**What is being asked:**
Lines of the data that contain the word "roads" are the ones to copy.
------------------------
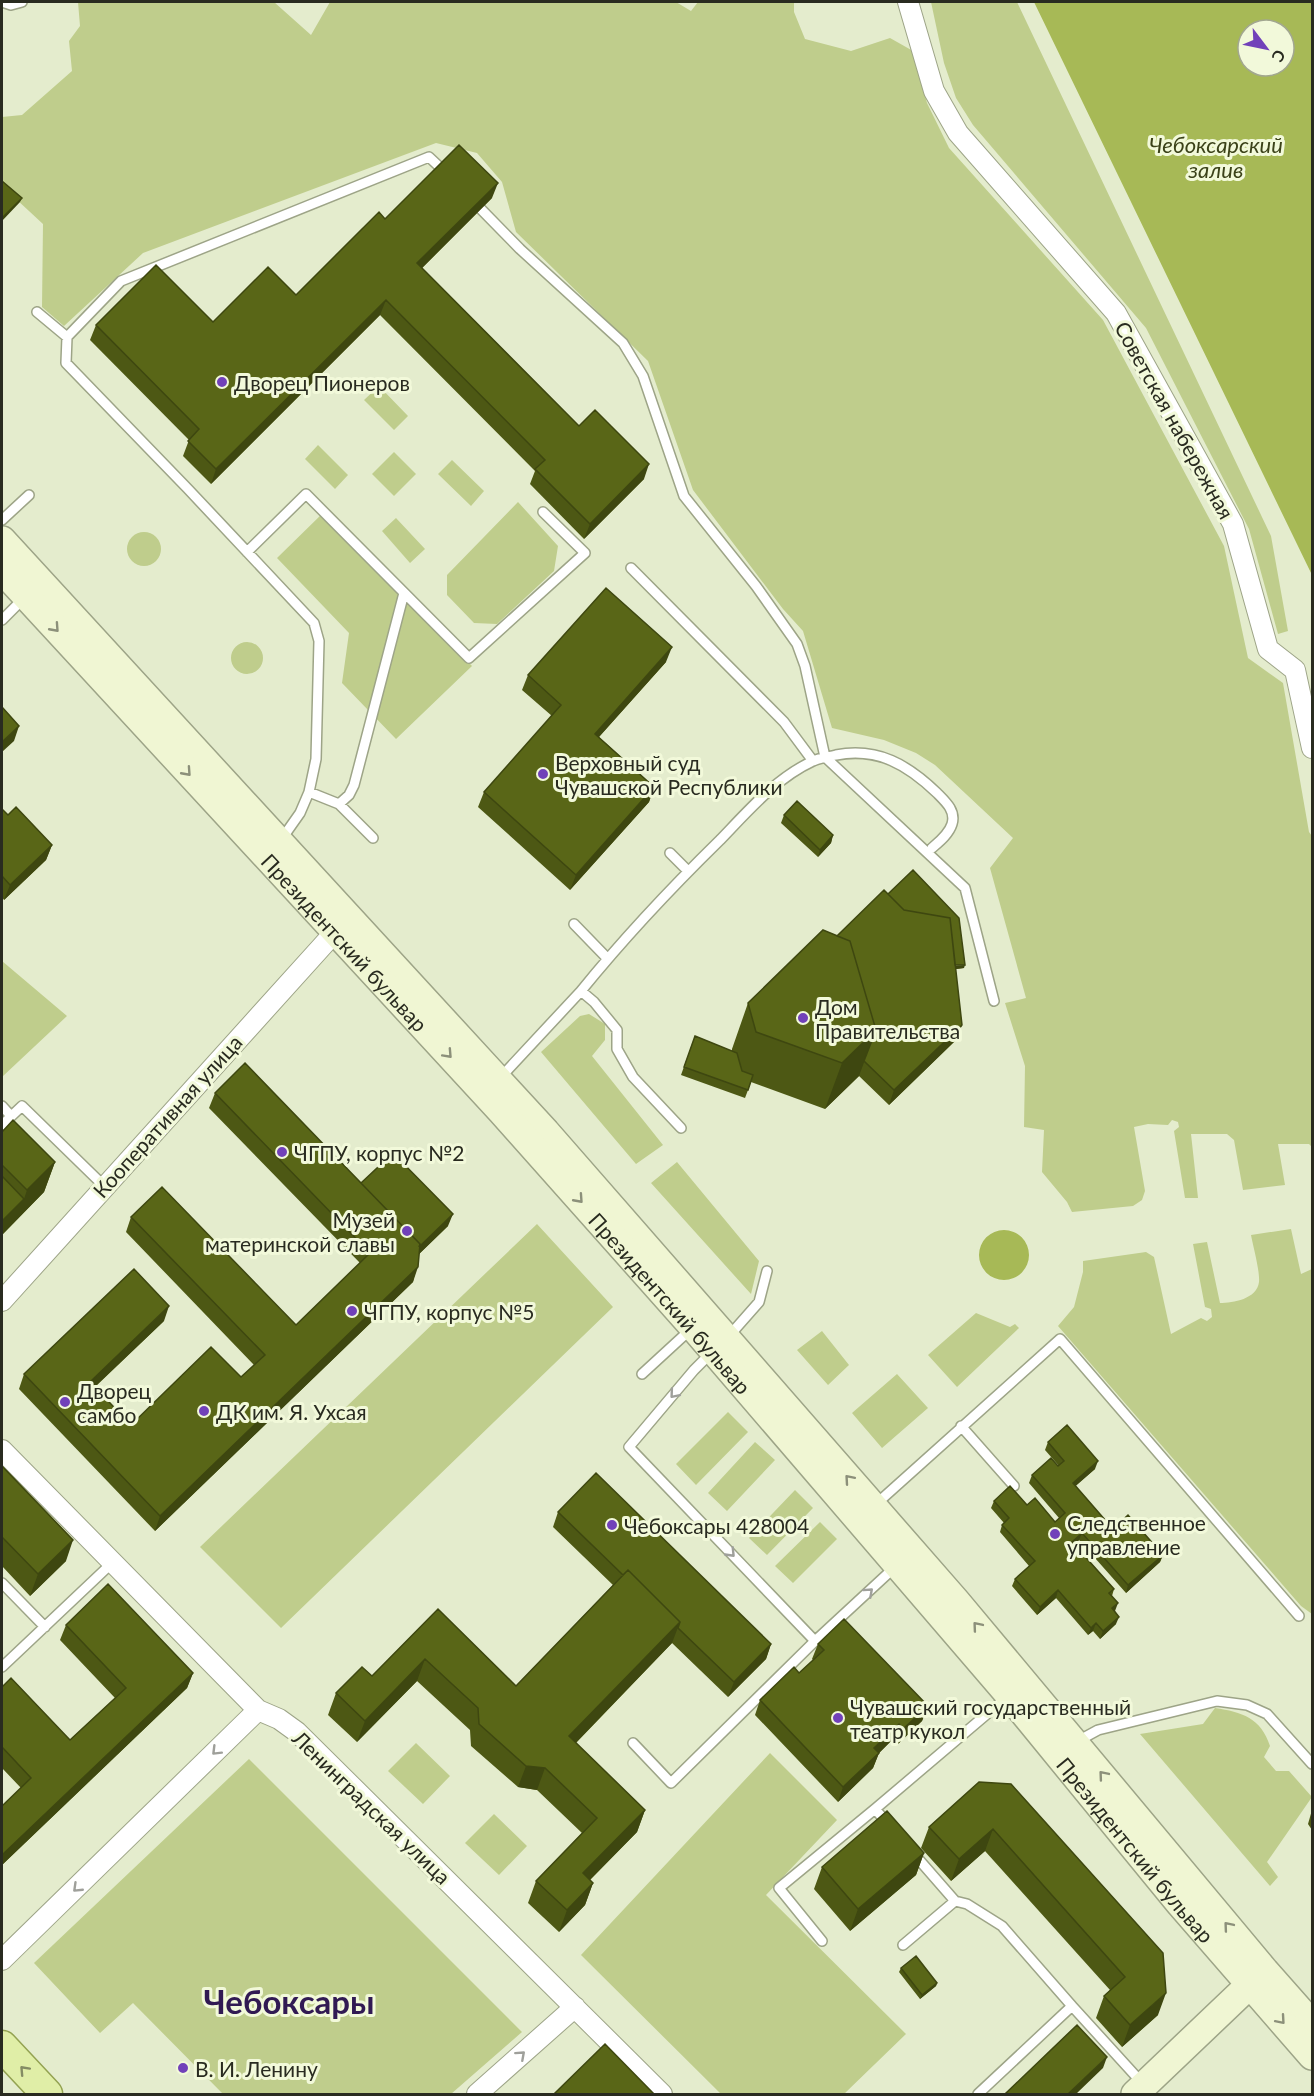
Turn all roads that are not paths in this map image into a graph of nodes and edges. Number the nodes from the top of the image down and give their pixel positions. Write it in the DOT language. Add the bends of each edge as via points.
graph roads {
  1 [pos="2,2"];
  2 [pos="22,2"];
  3 [pos="908,2"];
  4 [pos="454,182"];
  5 [pos="462,190"];
  6 [pos="38,312"];
  7 [pos="67,337"];
  8 [pos="29,495"];
  9 [pos="543,512"];
  10 [pos="2,520"];
  11 [pos="2,540"];
  12 [pos="247,552"];
  13 [pos="631,568"];
  14 [pos="2,570"];
  15 [pos="404,593"];
  16 [pos="26,596"];
  17 [pos="2,620"];
  18 [pos="1312,748"];
  19 [pos="825,757"];
  20 [pos="813,761"];
  21 [pos="309,792"];
  22 [pos="339,804"];
  23 [pos="373,838"];
  24 [pos="932,848"];
  25 [pos="272,849"];
  26 [pos="670,853"];
  27 [pos="688,871"];
  28 [pos="574,924"];
  29 [pos="342,925"];
  30 [pos="607,958"];
  31 [pos="581,991"];
  32 [pos="994,1001"];
  33 [pos="492,1087"];
  34 [pos="2,1106"];
  35 [pos="11,1116"];
  36 [pos="2,1125"];
  37 [pos="681,1128"];
  38 [pos="104,1186"];
  39 [pos="767,1271"];
  40 [pos="2,1301"];
  41 [pos="693,1327"];
  42 [pos="720,1344"];
  43 [pos="642,1374"];
  44 [pos="961,1426"];
  45 [pos="2,1450"];
  46 [pos="1014,1486"];
  47 [pos="865,1513"];
  48 [pos="112,1563"];
  49 [pos="897,1565"];
  50 [pos="2,1583"];
  51 [pos="1299,1616"];
  52 [pos="45,1627"];
  53 [pos="815,1641"];
  54 [pos="2,1667"];
  55 [pos="1017,1688"];
  56 [pos="258,1710"];
  57 [pos="633,1743"];
  58 [pos="1067,1748"];
  59 [pos="1312,1764"];
  60 [pos="875,1809"];
  61 [pos="897,1834"];
  62 [pos="904,1842"];
  63 [pos="955,1901"];
  64 [pos="822,1941"];
  65 [pos="903,1945"];
  66 [pos="2,1960"];
  67 [pos="1258,1977"];
  68 [pos="1072,2006"];
  69 [pos="575,2007"];
  70 [pos="1312,2025"];
  71 [pos="2,2046"];
  72 [pos="1312,2056"];
  73 [pos="2,2076"];
  74 [pos="1140,2090"];
  75 [pos="19,2094"];
  76 [pos="47,2094"];
  77 [pos="477,2094"];
  78 [pos="662,2094"];
  79 [pos="978,2094"];
  1 -- 2 [label="lane"];
  3 -- 18 [label="street, Советская набережная" via="934,91 958,133 1116,313 1233,524 1268,649 1295,670"];
  4 -- 7 [label="lane" via="429,157 418,161 121,282"];
  5 -- 19 [label="lane" via="623,343 643,376 684,496 797,644 806,666"];
  6 -- 7 [label="lane"];
  7 -- 12 [label="lane" via="66,363"];
  8 -- 10 [label="lane"];
  9 -- 15 [label="lane" via="585,553 469,658"];
  11 -- 25 [label="main road, Президентский бульвар"];
  12 -- 15 [label="lane" via="306,494"];
  12 -- 21 [label="lane" via="314,623 319,641 316,759"];
  13 -- 20 [label="lane" via="784,722"];
  14 -- 16 [label="main road, Президентский бульвар"];
  15 -- 22 [label="lane" via="354,785"];
  16 -- 17 [label="lane"];
  16 -- 25 [label="main road, Президентский бульвар, one-way"];
  19 -- 20 [label="lane"];
  19 -- 24 [label="lane" via="851,752 874,755 894,761 923,779 949,804 953,815 947,834"];
  19 -- 32 [label="lane" via="965,888"];
  20 -- 27 [label="lane" via="765,793"];
  21 -- 22 [label="lane"];
  21 -- 25 [label="lane" via="300,813"];
  22 -- 23 [label="lane"];
  25 -- 29 [label="main road, Президентский бульвар"];
  26 -- 27 [label="lane"];
  27 -- 30 [label="lane"];
  28 -- 30 [label="lane"];
  29 -- 33 [label="main road, Президентский бульвар"];
  29 -- 38 [label="street, Кооперативная улица"];
  30 -- 31 [label="lane"];
  31 -- 33 [label="lane"];
  31 -- 37 [label="lane" via="617,1030 617,1049 633,1077"];
  33 -- 41 [label="main road, Президентский бульвар, one-way"];
  33 -- 42 [label="main road, Президентский бульвар"];
  34 -- 35 [label="lane"];
  35 -- 36 [label="lane"];
  35 -- 38 [label="lane" via="22,1106"];
  38 -- 40 [label="street, Кооперативная улица"];
  39 -- 42 [label="lane" via="759,1302"];
  41 -- 42 [label="main road, Президентский бульвар"];
  41 -- 43 [label="lane"];
  42 -- 47 [label="main road, Президентский бульвар"];
  42 -- 53 [label="lane, one-way" via="629,1447"];
  44 -- 46 [label="lane"];
  44 -- 47 [label="lane"];
  44 -- 51 [label="lane" via="1060,1339"];
  45 -- 48 [label="street, Ленинградская улица"];
  47 -- 49 [label="main road, Президентский бульвар"];
  55 -- 47 [label="main road, Президентский бульвар, one-way"];
  48 -- 52 [label="lane"];
  48 -- 56 [label="street, Ленинградская улица"];
  53 -- 49 [label="lane, one-way"];
  49 -- 55 [label="main road, Президентский бульвар"];
  50 -- 52 [label="lane"];
  52 -- 54 [label="lane"];
  53 -- 57 [label="lane" via="671,1783"];
  55 -- 58 [label="main road, Президентский бульвар"];
  55 -- 60 [label="lane"];
  56 -- 66 [label="street, one-way"];
  56 -- 69 [label="street, Ленинградская улица" via="297,1732"];
  58 -- 59 [label="lane" via="1098,1730 1217,1701 1246,1705 1267,1714"];
  58 -- 67 [label="main road, Президентский бульвар" via="1180,1904"];
  60 -- 61 [label="lane"];
  60 -- 64 [label="lane" via="779,1888"];
  62 -- 63 [label="lane"];
  63 -- 65 [label="lane"];
  63 -- 68 [label="lane" via="1002,1926"];
  67 -- 70 [label="main road, Президентский бульвар"];
  67 -- 72 [label="main road, Президентский бульвар, one-way"];
  67 -- 74 [label="main road"];
  68 -- 74 [label="lane"];
  68 -- 79 [label="lane"];
  77 -- 69 [label="street, one-way"];
  69 -- 78 [label="street, Ленинградская улица"];
  76 -- 71 [label="main road, one-way"];
  73 -- 75 [label="main road"];
}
------------------------
**Reply:**
Turn all roads that are not paths in this map image into a graph of nodes and edges. Number the nodes from the top of the image down and give their pixel positions. Write it in the DOT language. Add the bends of each edge as via points.
graph roads {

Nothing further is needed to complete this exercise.